--- Problem requirements ---
Report the number of lines in the records below that hold "Banjar", and leave out everything else.

--- Records provided ---

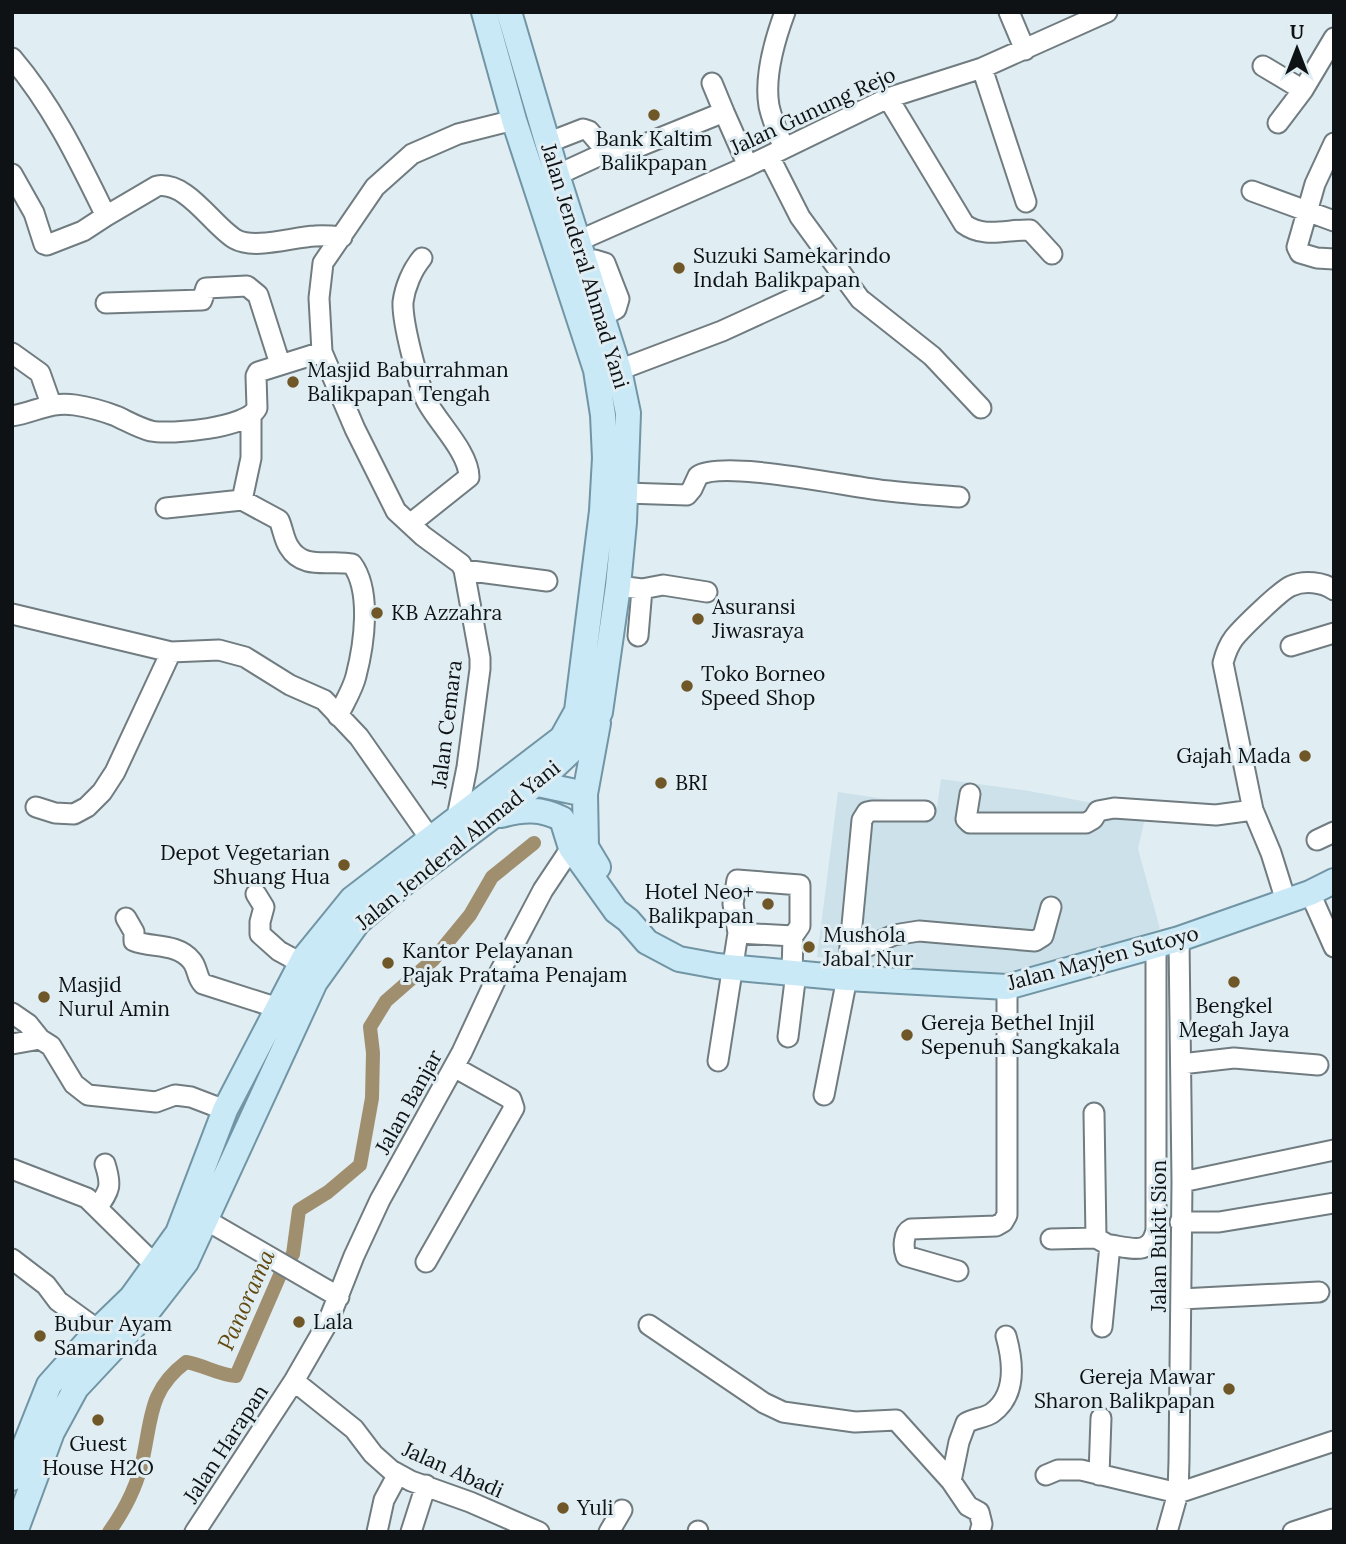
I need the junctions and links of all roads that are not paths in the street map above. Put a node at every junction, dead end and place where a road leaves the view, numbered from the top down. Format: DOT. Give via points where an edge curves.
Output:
graph roads {
  1 [pos="484,12"];
  2 [pos="509,12"];
  3 [pos="785,12"];
  4 [pos="1009,12"];
  5 [pos="1096,14"];
  6 [pos="1334,38"];
  7 [pos="1025,50"];
  8 [pos="12,58"];
  9 [pos="1263,66"];
  10 [pos="982,68"];
  11 [pos="712,83"];
  12 [pos="1303,90"];
  13 [pos="888,98"];
  14 [pos="724,112"];
  15 [pos="514,120"];
  16 [pos="1278,123"];
  17 [pos="547,143"];
  18 [pos="1334,143"];
  19 [pos="607,152"];
  20 [pos="777,152"];
  21 [pos="748,166"];
  22 [pos="12,174"];
  23 [pos="557,175"];
  24 [pos="1252,191"];
  25 [pos="1026,202"];
  26 [pos="1306,211"];
  27 [pos="107,216"];
  28 [pos="1334,221"];
  29 [pos="342,237"];
  30 [pos="581,251"];
  31 [pos="1052,254"];
  32 [pos="422,258"];
  33 [pos="1334,259"];
  34 [pos="816,288"];
  35 [pos="107,303"];
  36 [pos="323,352"];
  37 [pos="12,353"];
  38 [pos="280,364"];
  39 [pos="619,370"];
  40 [pos="51,404"];
  41 [pos="981,408"];
  42 [pos="12,416"];
  43 [pos="251,416"];
  44 [pos="625,493"];
  45 [pos="959,496"];
  46 [pos="242,500"];
  47 [pos="166,508"];
  48 [pos="410,524"];
  49 [pos="464,570"];
  50 [pos="547,581"];
  51 [pos="630,588"];
  52 [pos="1334,590"];
  53 [pos="707,592"];
  54 [pos="12,614"];
  55 [pos="1334,633"];
  56 [pos="638,636"];
  57 [pos="1291,646"];
  58 [pos="171,652"];
  59 [pos="600,712"];
  60 [pos="338,716"];
  61 [pos="562,749"];
  62 [pos="502,785"];
  63 [pos="549,786"];
  64 [pos="584,794"];
  65 [pos="970,794"];
  66 [pos="36,807"];
  67 [pos="1253,810"];
  68 [pos="925,811"];
  69 [pos="497,816"];
  70 [pos="457,817"];
  71 [pos="562,819"];
  72 [pos="429,837"];
  73 [pos="571,848"];
  74 [pos="1334,881"];
  75 [pos="1310,893"];
  76 [pos="256,894"];
  77 [pos="1286,901"];
  78 [pos="1051,907"];
  79 [pos="126,918"];
  80 [pos="628,920"];
  81 [pos="738,933"];
  82 [pos="793,936"];
  83 [pos="1168,943"];
  84 [pos="1334,947"];
  85 [pos="301,963"];
  86 [pos="848,966"];
  87 [pos="734,968"];
  88 [pos="794,973"];
  89 [pos="1007,987"];
  90 [pos="12,1013"];
  91 [pos="288,1013"];
  92 [pos="788,1037"];
  93 [pos="40,1039"];
  94 [pos="12,1044"];
  95 [pos="718,1061"];
  96 [pos="1181,1064"];
  97 [pos="1318,1065"];
  98 [pos="454,1068"];
  99 [pos="824,1095"];
  100 [pos="225,1110"];
  101 [pos="1094,1112"];
  102 [pos="1334,1150"];
  103 [pos="105,1164"];
  104 [pos="12,1169"];
  105 [pos="1182,1182"];
  106 [pos="1334,1203"];
  107 [pos="97,1208"];
  108 [pos="206,1220"];
  109 [pos="1180,1222"];
  110 [pos="1051,1239"];
  111 [pos="1103,1241"];
  112 [pos="12,1259"];
  113 [pos="426,1262"];
  114 [pos="156,1266"];
  115 [pos="958,1271"];
  116 [pos="1319,1292"];
  117 [pos="339,1297"];
  118 [pos="1181,1299"];
  119 [pos="649,1325"];
  120 [pos="1102,1327"];
  121 [pos="97,1330"];
  122 [pos="1006,1336"];
  123 [pos="294,1381"];
  124 [pos="1101,1418"];
  125 [pos="1334,1441"];
  126 [pos="398,1474"];
  127 [pos="1046,1475"];
  128 [pos="1099,1475"];
  129 [pos="12,1478"];
  130 [pos="951,1481"];
  131 [pos="426,1485"];
  132 [pos="1178,1493"];
  133 [pos="622,1510"];
  134 [pos="1333,1519"];
  135 [pos="15,1532"];
  136 [pos="195,1532"];
  137 [pos="377,1532"];
  138 [pos="411,1532"];
  139 [pos="539,1532"];
  140 [pos="609,1532"];
  141 [pos="980,1532"];
  142 [pos="1167,1532"];
  143 [pos="1293,1532"];
  1 -- 15 [label="main road, Jalan Jenderal Ahmad Yani"];
  2 -- 17 [label="main road, Jalan Jenderal Ahmad Yani"];
  3 -- 20 [label="street" via="768,91"];
  4 -- 7 [label="street"];
  5 -- 7 [label="street, Jalan Gunung Rejo"];
  6 -- 12 [label="street"];
  7 -- 10 [label="street, Jalan Gunung Rejo"];
  8 -- 27 [label="street" via="40,92"];
  9 -- 12 [label="street"];
  10 -- 13 [label="street, Jalan Gunung Rejo"];
  10 -- 25 [label="street"];
  11 -- 14 [label="street"];
  12 -- 16 [label="street"];
  13 -- 20 [label="street, Jalan Gunung Rejo"];
  13 -- 31 [label="street" via="964,224 997,233 1030,230"];
  14 -- 19 [label="street" via="623,153"];
  14 -- 21 [label="street"];
  15 -- 29 [label="street" via="458,134 412,154 375,187"];
  15 -- 61 [label="main road, Jalan Jenderal Ahmad Yani" via="597,370 603,415 602,511 577,711"];
  17 -- 19 [label="street" via="583,130"];
  17 -- 23 [label="main road, Jalan Jenderal Ahmad Yani"];
  18 -- 26 [label="street"];
  19 -- 23 [label="street"];
  20 -- 21 [label="street, Jalan Gunung Rejo"];
  20 -- 41 [label="street" via="800,217 860,299 932,356"];
  21 -- 30 [label="street, Jalan Gunung Rejo"];
  22 -- 27 [label="street" via="47,245"];
  23 -- 30 [label="main road, Jalan Jenderal Ahmad Yani"];
  24 -- 26 [label="street"];
  26 -- 28 [label="street"];
  26 -- 33 [label="street" via="1298,251"];
  27 -- 29 [label="street" via="166,185 238,241"];
  29 -- 36 [label="street" via="323,263 319,298"];
  30 -- 39 [label="main road, Jalan Jenderal Ahmad Yani"];
  32 -- 48 [label="street" via="412,269 403,303 411,355 426,401 467,462 469,477"];
  34 -- 39 [label="street" via="722,331"];
  35 -- 38 [label="street" via="202,300 206,288 247,286 258,295"];
  36 -- 38 [label="street"];
  36 -- 48 [label="street" via="355,429 397,512"];
  37 -- 40 [label="street" via="40,373"];
  38 -- 43 [label="street" via="256,373 257,408"];
  39 -- 44 [label="main road, Jalan Jenderal Ahmad Yani" via="628,413"];
  40 -- 42 [label="street"];
  40 -- 43 [label="street" via="113,415 151,431 187,431"];
  43 -- 46 [label="street" via="250,468"];
  44 -- 45 [label="street" via="687,495 698,476 712,471"];
  44 -- 51 [label="main road, Jalan Jenderal Ahmad Yani"];
  46 -- 47 [label="street"];
  46 -- 60 [label="street" via="279,520 288,546 298,558 319,564 349,563 359,573 365,598 362,637 356,677"];
  48 -- 49 [label="street"];
  49 -- 50 [label="street"];
  49 -- 70 [label="street, Jalan Cemara" via="480,669"];
  51 -- 53 [label="street" via="663,585"];
  51 -- 56 [label="street"];
  51 -- 59 [label="main road, Jalan Jenderal Ahmad Yani"];
  52 -- 67 [label="street" via="1314,583 1289,586 1227,650 1223,663 1226,688"];
  54 -- 58 [label="street"];
  55 -- 57 [label="street"];
  58 -- 60 [label="street" via="219,650 245,657 324,700"];
  58 -- 66 [label="street" via="102,792 74,814"];
  59 -- 61 [label="main road, Jalan Jenderal Ahmad Yani" via="591,732"];
  59 -- 64 [label="main road, Jalan Mayjen Sutoyo"];
  60 -- 72 [label="street" via="359,737"];
  61 -- 62 [label="main road, Jalan Jenderal Ahmad Yani"];
  61 -- 63 [label="main road, Jalan Jenderal Ahmad Yani"];
  62 -- 63 [label="main road" via="518,781"];
  62 -- 70 [label="main road, Jalan Jenderal Ahmad Yani"];
  63 -- 64 [label="main road"];
  63 -- 69 [label="main road, Jalan Jenderal Ahmad Yani"];
  63 -- 71 [label="main road, Jalan Mayjen Sutoyo"];
  64 -- 80 [label="main road, Jalan Mayjen Sutoyo" via="586,847"];
  65 -- 67 [label="street" via="966,818 970,822 1086,822 1105,808 1216,815"];
  67 -- 77 [label="street"];
  68 -- 86 [label="street" via="872,811 864,816"];
  69 -- 71 [label="main road" via="534,810"];
  69 -- 91 [label="main road, Jalan Jenderal Ahmad Yani" via="358,922"];
  70 -- 72 [label="main road, Jalan Jenderal Ahmad Yani"];
  71 -- 73 [label="main road, Jalan Mayjen Sutoyo"];
  72 -- 85 [label="main road, Jalan Jenderal Ahmad Yani" via="352,899"];
  73 -- 80 [label="main road, Jalan Mayjen Sutoyo" via="616,911"];
  73 -- 98 [label="street, Jalan Banjar" via="538,900"];
  74 -- 75 [label="main road, Jalan Mayjen Sutoyo"];
  75 -- 77 [label="main road, Jalan Mayjen Sutoyo"];
  75 -- 84 [label="street"];
  76 -- 85 [label="street" via="264,907 260,934"];
  77 -- 83 [label="main road, Jalan Mayjen Sutoyo"];
  78 -- 86 [label="street" via="1042,936 1035,941 919,931 894,935"];
  79 -- 91 [label="street" via="135,942 184,953 203,984"];
  80 -- 87 [label="main road, Jalan Mayjen Sutoyo" via="647,942 678,959"];
  81 -- 82 [label="street"];
  81 -- 82 [label="street" via="733,904 737,880 779,882 800,885 800,926"];
  81 -- 87 [label="street"];
  82 -- 88 [label="street"];
  83 -- 89 [label="main road, Jalan Mayjen Sutoyo"];
  83 -- 96 [label="street, Jalan Bukit Sion"];
  83 -- 111 [label="street" via="1156,1230 1151,1245 1145,1248"];
  85 -- 91 [label="main road, Jalan Jenderal Ahmad Yani"];
  86 -- 88 [label="main road, Jalan Mayjen Sutoyo"];
  86 -- 89 [label="main road, Jalan Mayjen Sutoyo"];
  86 -- 99 [label="street"];
  87 -- 88 [label="main road, Jalan Mayjen Sutoyo"];
  87 -- 95 [label="street"];
  88 -- 92 [label="street"];
  89 -- 115 [label="street" via="1007,1216 996,1226 911,1229 906,1234 906,1256"];
  90 -- 93 [label="street" via="29,1024"];
  91 -- 100 [label="main road, Jalan Jenderal Ahmad Yani"];
  91 -- 108 [label="main road, Jalan Jenderal Ahmad Yani"];
  93 -- 94 [label="street"];
  93 -- 100 [label="street" via="51,1045 74,1084 88,1096 156,1102 175,1094"];
  96 -- 97 [label="street" via="1234,1058"];
  96 -- 105 [label="street, Jalan Bukit Sion"];
  98 -- 113 [label="street" via="511,1099 514,1108"];
  98 -- 117 [label="street, Jalan Banjar" via="380,1200"];
  100 -- 114 [label="main road, Jalan Jenderal Ahmad Yani" via="178,1233"];
  101 -- 111 [label="street"];
  102 -- 105 [label="street"];
  103 -- 107 [label="street" via="109,1189"];
  104 -- 107 [label="street" via="83,1195"];
  105 -- 109 [label="street, Jalan Bukit Sion"];
  106 -- 109 [label="street" via="1219,1222"];
  107 -- 114 [label="street"];
  108 -- 117 [label="street"];
  108 -- 135 [label="main road, Jalan Jenderal Ahmad Yani" via="186,1262 148,1311 76,1388 52,1432"];
  109 -- 118 [label="street, Jalan Bukit Sion"];
  110 -- 111 [label="street"];
  111 -- 120 [label="street"];
  112 -- 121 [label="street"];
  114 -- 121 [label="main road, Jalan Jenderal Ahmad Yani"];
  116 -- 118 [label="street"];
  117 -- 123 [label="street, Jalan Banjar"];
  118 -- 132 [label="street, Jalan Bukit Sion"];
  119 -- 130 [label="street" via="783,1412 855,1422 896,1420"];
  121 -- 129 [label="main road, Jalan Jenderal Ahmad Yani" via="49,1385"];
  122 -- 130 [label="street" via="1013,1359 1010,1388 994,1412 966,1423"];
  123 -- 126 [label="street, Jalan Abadi" via="354,1429 373,1454"];
  123 -- 136 [label="street, Jalan Harapan"];
  124 -- 128 [label="street"];
  125 -- 132 [label="street"];
  126 -- 131 [label="street, Jalan Abadi"];
  126 -- 137 [label="street" via="384,1500"];
  127 -- 128 [label="street" via="1058,1469"];
  128 -- 132 [label="street"];
  130 -- 141 [label="street" via="968,1506 979,1512"];
  131 -- 138 [label="street"];
  131 -- 139 [label="street, Jalan Abadi"];
  132 -- 142 [label="street, Jalan Bukit Sion"];
  133 -- 140 [label="street"];
  134 -- 143 [label="street"];
}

--- Result for this exercise ---
3